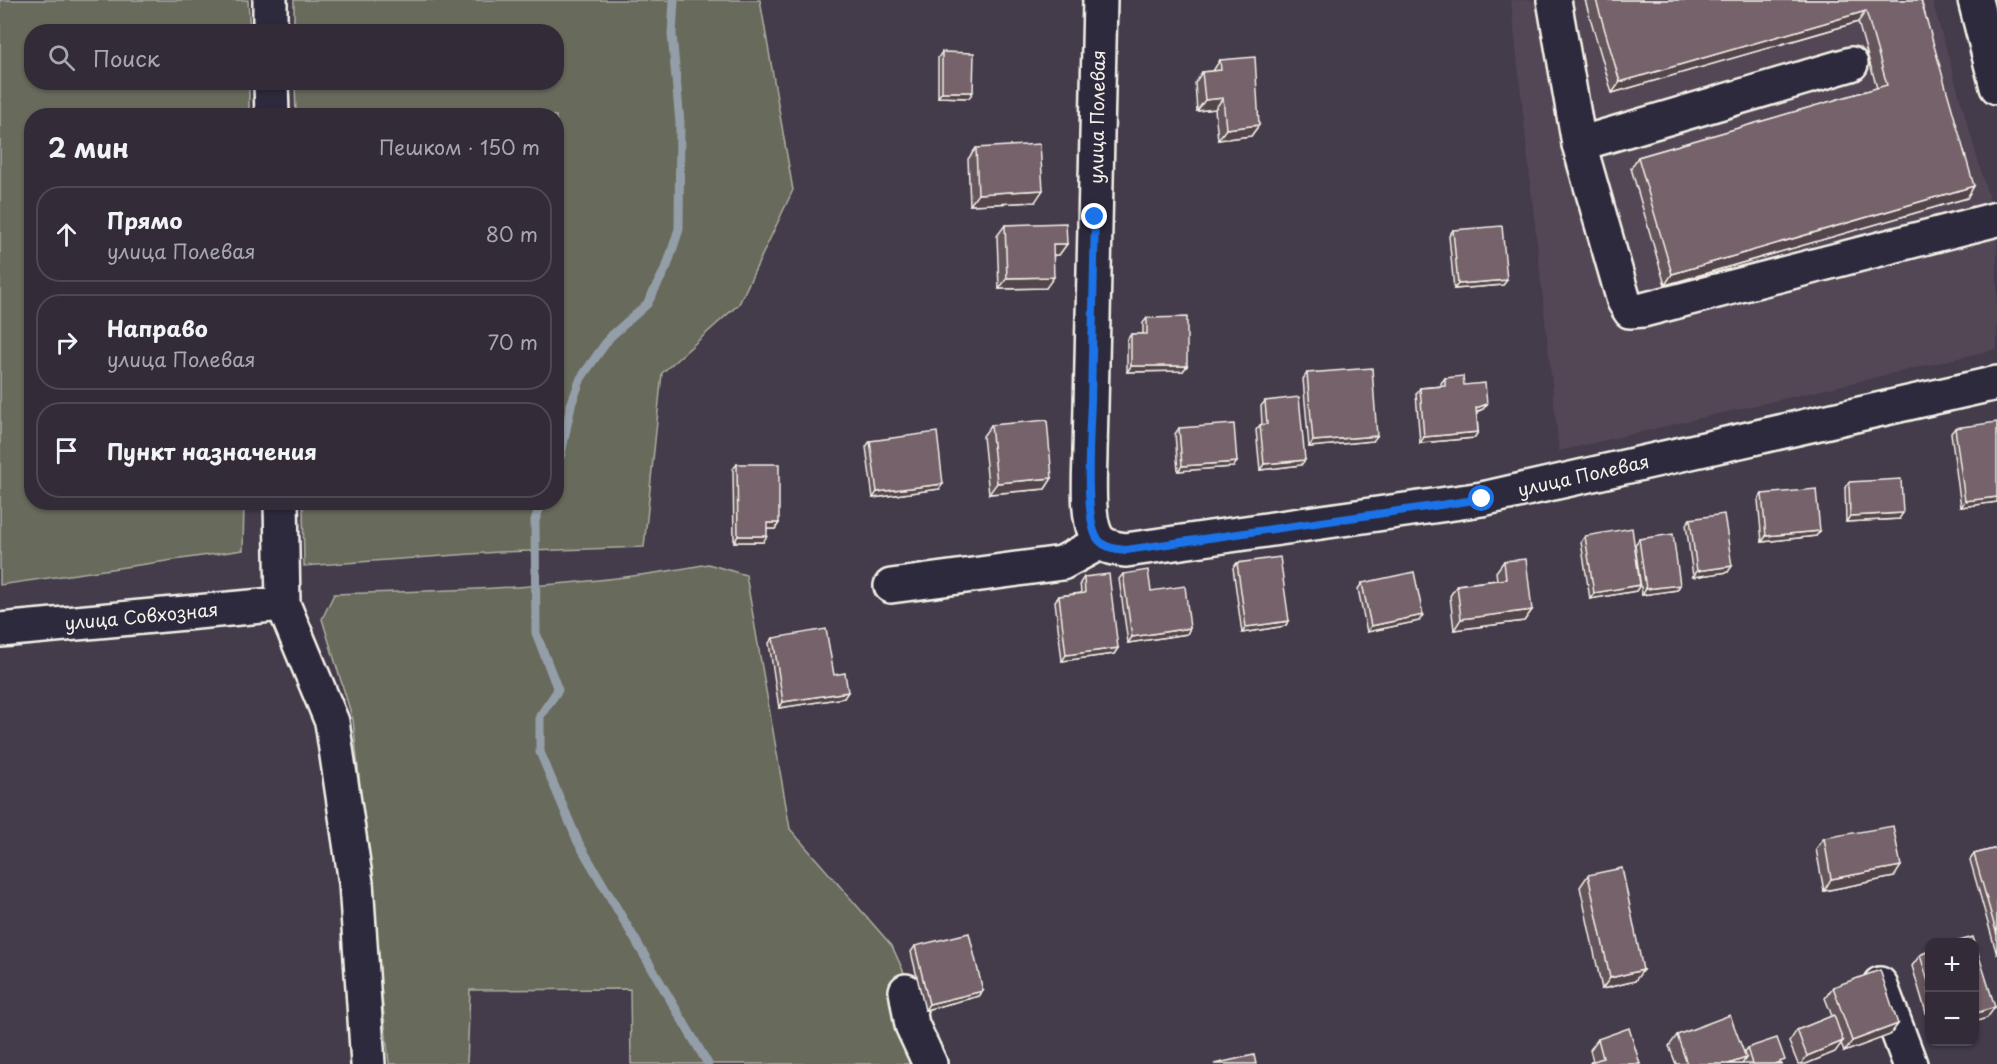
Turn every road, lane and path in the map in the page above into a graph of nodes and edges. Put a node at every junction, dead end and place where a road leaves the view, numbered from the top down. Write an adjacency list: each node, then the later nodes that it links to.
1 (270, 0): 5 (street)
2 (1100, 0): 14 (street, улица Полевая)
3 (1554, 0): 10 (street)
4 (1975, 0): 7 (street)
5 (270, 24)
6 (1851, 64): 10 (street)
7 (1997, 87)
8 (271, 90): 9 (street)
9 (272, 108)
10 (1579, 144): 11 (street)
11 (1997, 219)
12 (1997, 382): 14 (street, улица Полевая)
13 (280, 510): 16 (street)
14 (1101, 542): 15 (street)
15 (891, 586)
16 (283, 604): 17 (street, улица Совхозная); 20 (street)
17 (0, 630)
18 (1877, 976): 22 (street)
19 (906, 991): 21 (street)
20 (368, 1064)
21 (930, 1064)
22 (1910, 1064)

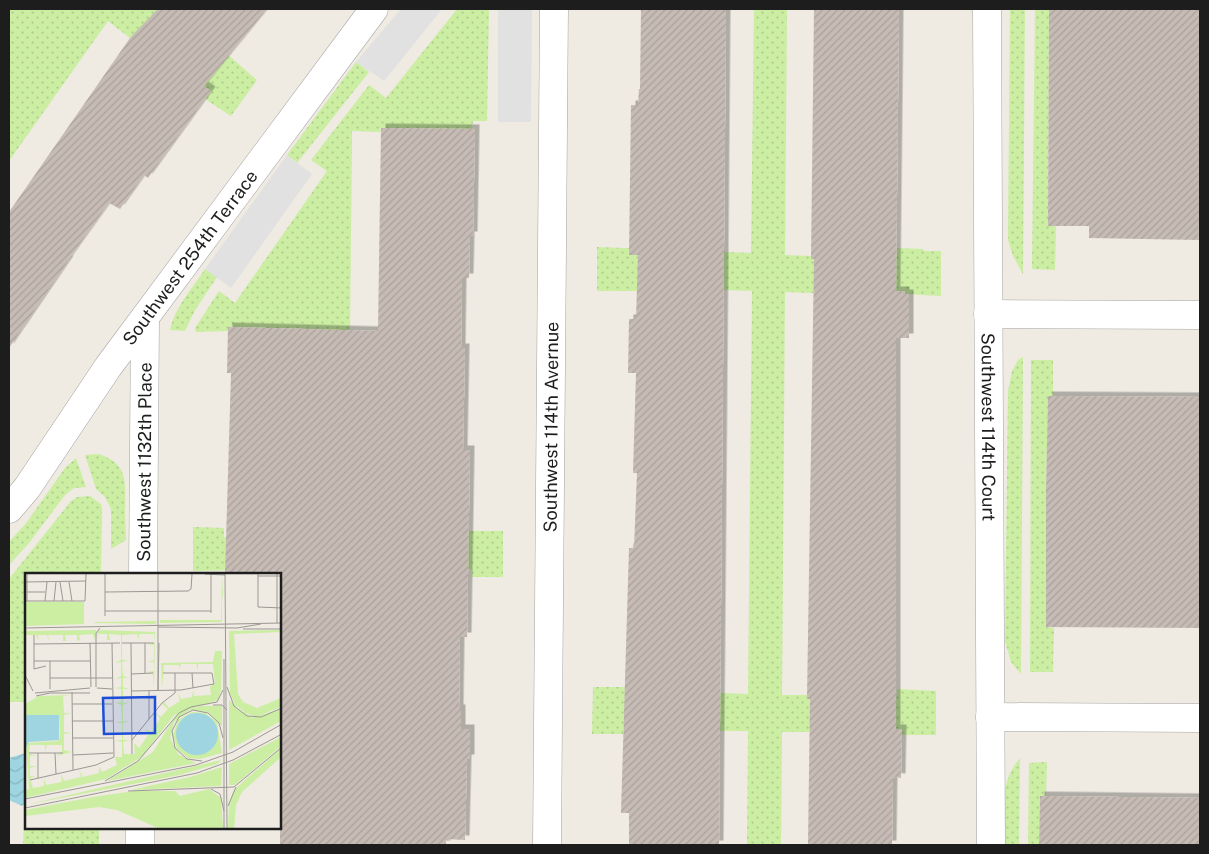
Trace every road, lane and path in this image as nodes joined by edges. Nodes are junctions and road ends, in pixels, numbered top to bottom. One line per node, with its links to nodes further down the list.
1 (374, 9): 6 (street, Southwest 254th Terrace)
2 (554, 9): 13 (street, Southwest 114th Avernue)
3 (987, 9): 4 (street, Southwest 114th Court)
4 (988, 314): 5 (street); 9 (street, Southwest 114th Court)
5 (1200, 315)
6 (145, 318): 7 (street, Southwest 254th Terrace); 8 (street, Southwest 1132th Place)
7 (9, 509)
8 (143, 573)
9 (990, 717): 10 (street); 14 (street, Southwest 114th Court)
10 (1200, 718)
11 (140, 829): 12 (street)
12 (140, 845)
13 (547, 845)
14 (991, 845)

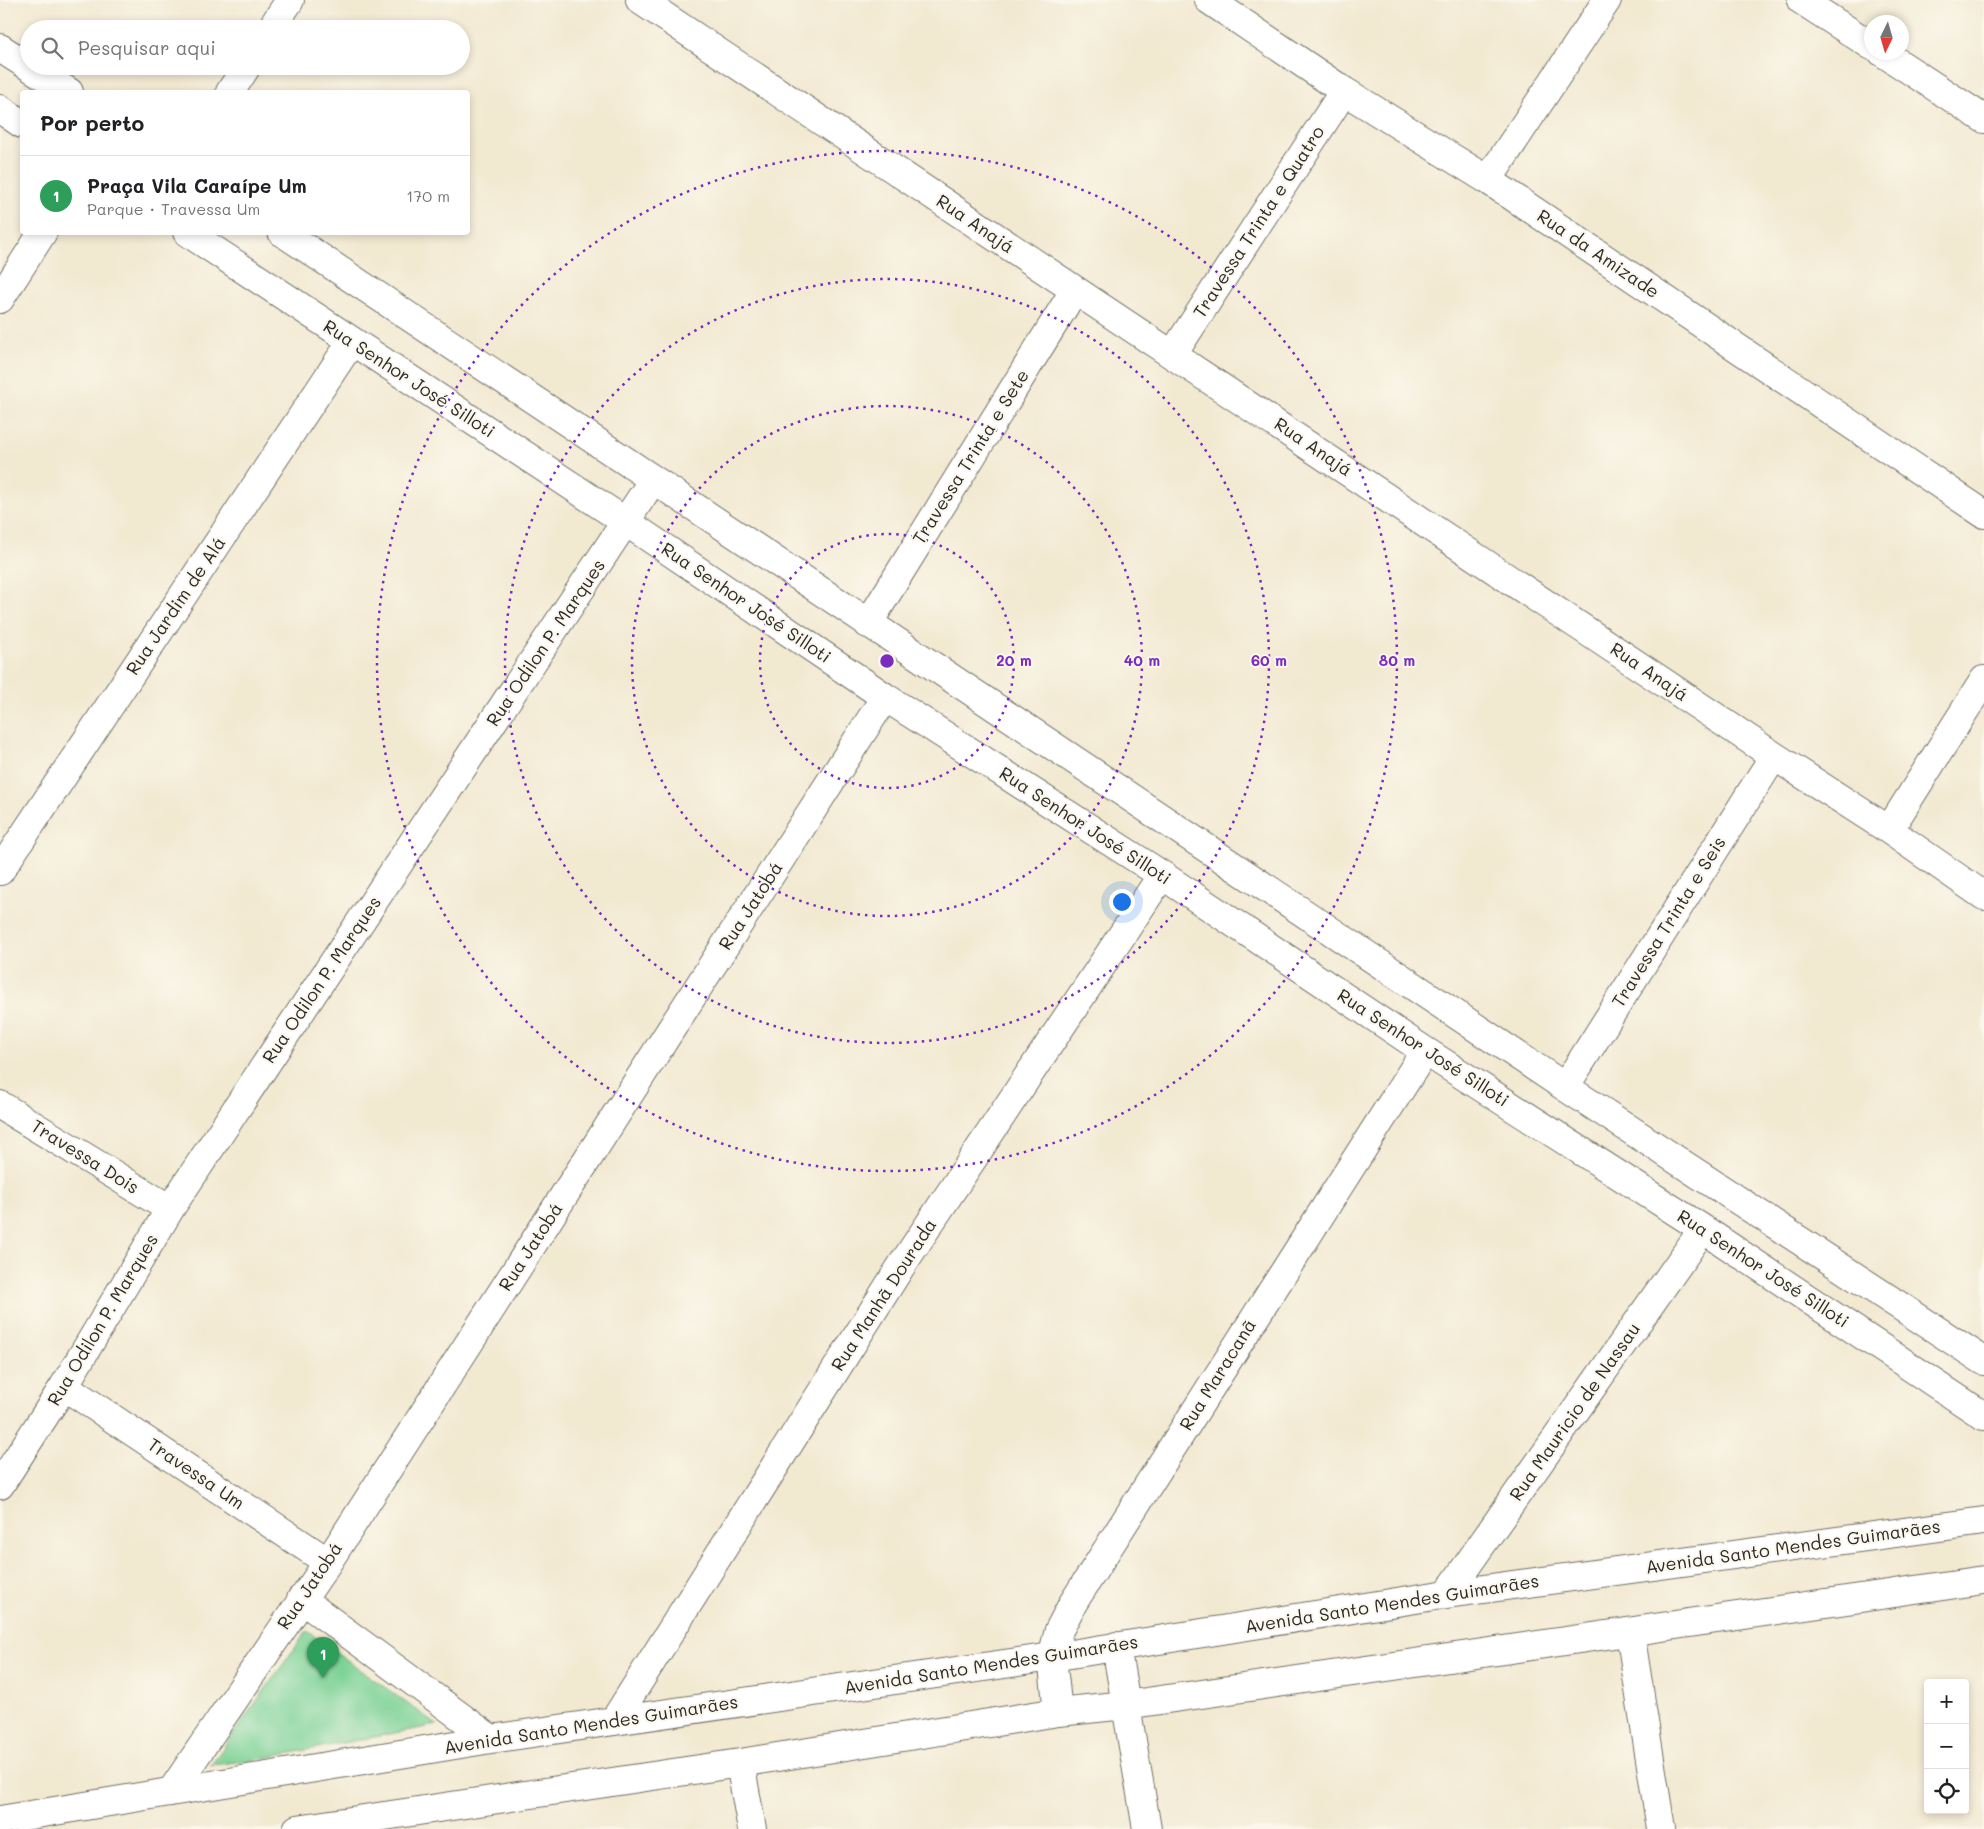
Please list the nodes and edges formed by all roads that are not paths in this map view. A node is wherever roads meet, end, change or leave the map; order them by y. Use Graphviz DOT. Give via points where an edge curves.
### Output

#### [ACTION ITEM]
Copy everything in the listing above exactly except the pictures.

#### [REPLY TO THE EXERCISE]
Turn every road, lane and path in the map in the page above into a graph of nodes and edges. Put a node at every junction, dead end and place where a road leaves the view, numbered from the top down. Write an adjacency list: each node, then the later nodes that it links to.
1 (270, 0): 5 (street)
2 (1100, 0): 14 (street, улица Полевая)
3 (1554, 0): 10 (street)
4 (1975, 0): 7 (street)
5 (270, 24)
6 (1851, 64): 10 (street)
7 (1997, 87)
8 (271, 90): 9 (street)
9 (272, 108)
10 (1579, 144): 11 (street)
11 (1997, 219)
12 (1997, 382): 14 (street, улица Полевая)
13 (280, 510): 16 (street)
14 (1101, 542): 15 (street)
15 (891, 586)
16 (283, 604): 17 (street, улица Совхозная); 20 (street)
17 (0, 630)
18 (1877, 976): 22 (street)
19 (906, 991): 21 (street)
20 (368, 1064)
21 (930, 1064)
22 (1910, 1064)

Trace every road, lane and path in this image as nodes joined by edges. Nodes are junctions and road ends, in pixels, numbered top to bottom. One line per node, with its links to nodes further down the list.
1 (374, 9): 6 (street, Southwest 254th Terrace)
2 (554, 9): 13 (street, Southwest 114th Avernue)
3 (987, 9): 4 (street, Southwest 114th Court)
4 (988, 314): 5 (street); 9 (street, Southwest 114th Court)
5 (1200, 315)
6 (145, 318): 7 (street, Southwest 254th Terrace); 8 (street, Southwest 1132th Place)
7 (9, 509)
8 (143, 573)
9 (990, 717): 10 (street); 14 (street, Southwest 114th Court)
10 (1200, 718)
11 (140, 829): 12 (street)
12 (140, 845)
13 (547, 845)
14 (991, 845)

Please list the nodes and edges formed by all roads that are not paths in this map view. A node is wherever roads meet, end, change or leave the map; order them by y. Use Graphviz DOT. Give via points where an edge curves.
### Output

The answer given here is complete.